■ **Work to complete**:
Copy each line of the following data that contains "Quadra".

[Data extracted from a collection]
⟨
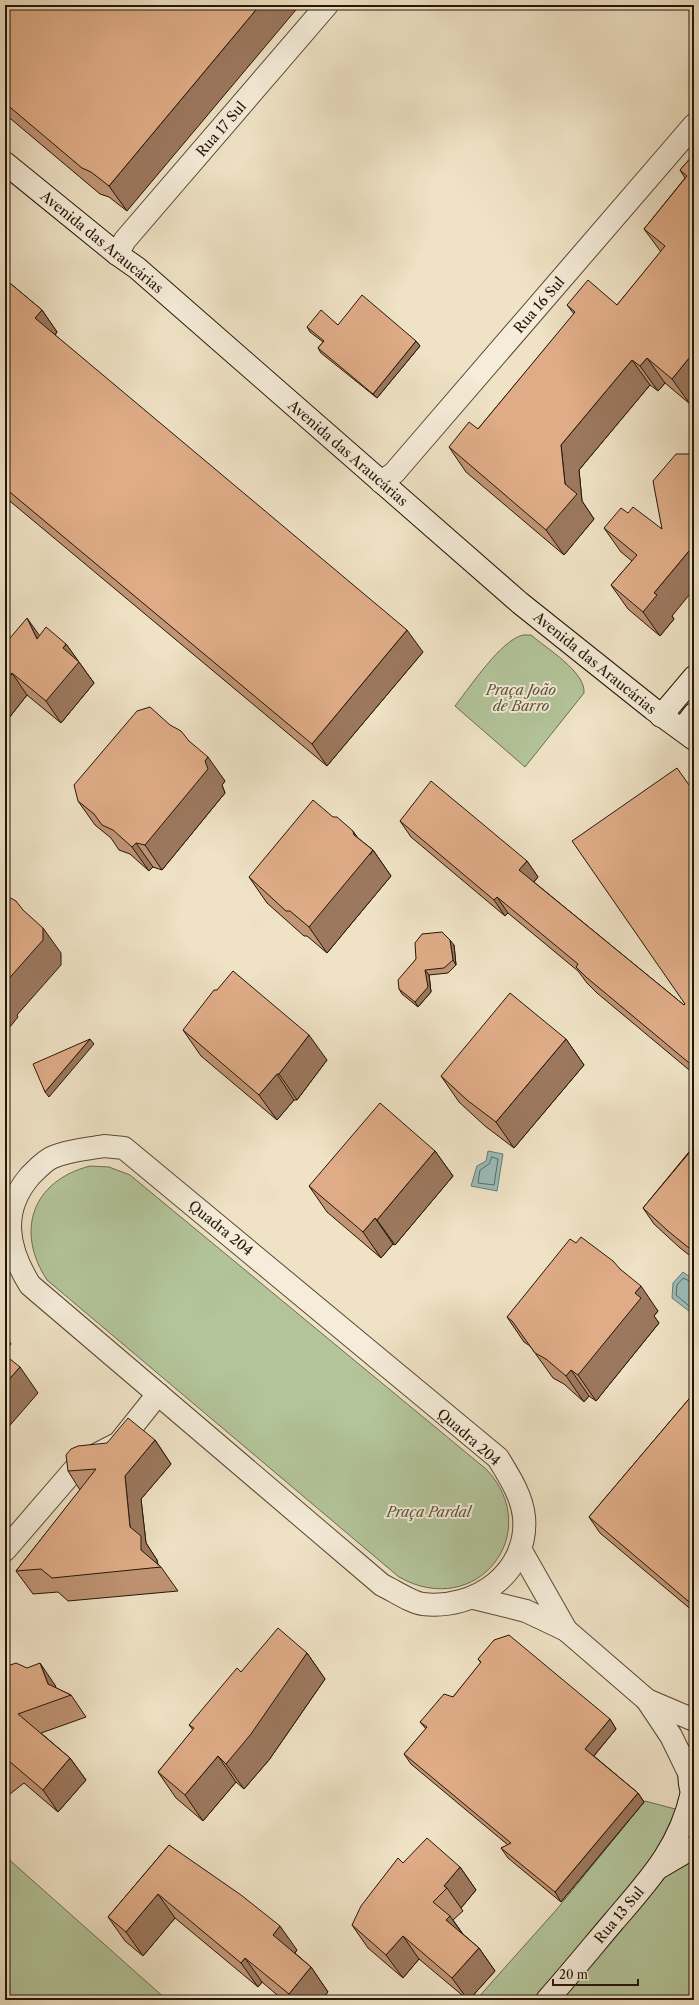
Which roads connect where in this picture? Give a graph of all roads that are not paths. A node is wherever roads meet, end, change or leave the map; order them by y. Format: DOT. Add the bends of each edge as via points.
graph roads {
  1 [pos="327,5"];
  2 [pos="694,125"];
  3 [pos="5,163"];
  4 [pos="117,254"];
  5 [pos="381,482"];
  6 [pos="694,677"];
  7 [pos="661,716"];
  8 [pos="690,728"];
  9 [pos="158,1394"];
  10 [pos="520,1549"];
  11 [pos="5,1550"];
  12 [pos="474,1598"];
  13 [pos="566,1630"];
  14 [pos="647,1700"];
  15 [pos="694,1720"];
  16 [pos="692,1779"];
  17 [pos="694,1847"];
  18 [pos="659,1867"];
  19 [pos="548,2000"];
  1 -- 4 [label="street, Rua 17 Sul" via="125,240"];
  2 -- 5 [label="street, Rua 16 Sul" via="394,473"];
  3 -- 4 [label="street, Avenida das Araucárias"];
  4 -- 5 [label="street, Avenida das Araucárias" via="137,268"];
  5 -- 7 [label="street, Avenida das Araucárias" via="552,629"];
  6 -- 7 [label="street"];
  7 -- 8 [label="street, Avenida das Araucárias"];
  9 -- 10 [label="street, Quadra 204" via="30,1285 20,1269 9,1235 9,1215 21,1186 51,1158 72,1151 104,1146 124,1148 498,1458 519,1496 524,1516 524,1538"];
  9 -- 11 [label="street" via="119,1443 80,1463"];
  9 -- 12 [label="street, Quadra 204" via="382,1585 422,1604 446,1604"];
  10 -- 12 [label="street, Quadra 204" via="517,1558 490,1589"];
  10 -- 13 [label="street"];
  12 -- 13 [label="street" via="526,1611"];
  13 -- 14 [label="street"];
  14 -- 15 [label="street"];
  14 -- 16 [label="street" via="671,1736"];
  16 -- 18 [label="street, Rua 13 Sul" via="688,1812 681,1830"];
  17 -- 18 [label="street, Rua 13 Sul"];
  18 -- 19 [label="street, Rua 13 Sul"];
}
⟩
■ **Response below**:
  9 -- 10 [label="street, Quadra 204" via="30,1285 20,1269 9,1235 9,1215 21,1186 51,1158 72,1151 104,1146 124,1148 498,1458 519,1496 524,1516 524,1538"];
  9 -- 12 [label="street, Quadra 204" via="382,1585 422,1604 446,1604"];
  10 -- 12 [label="street, Quadra 204" via="517,1558 490,1589"];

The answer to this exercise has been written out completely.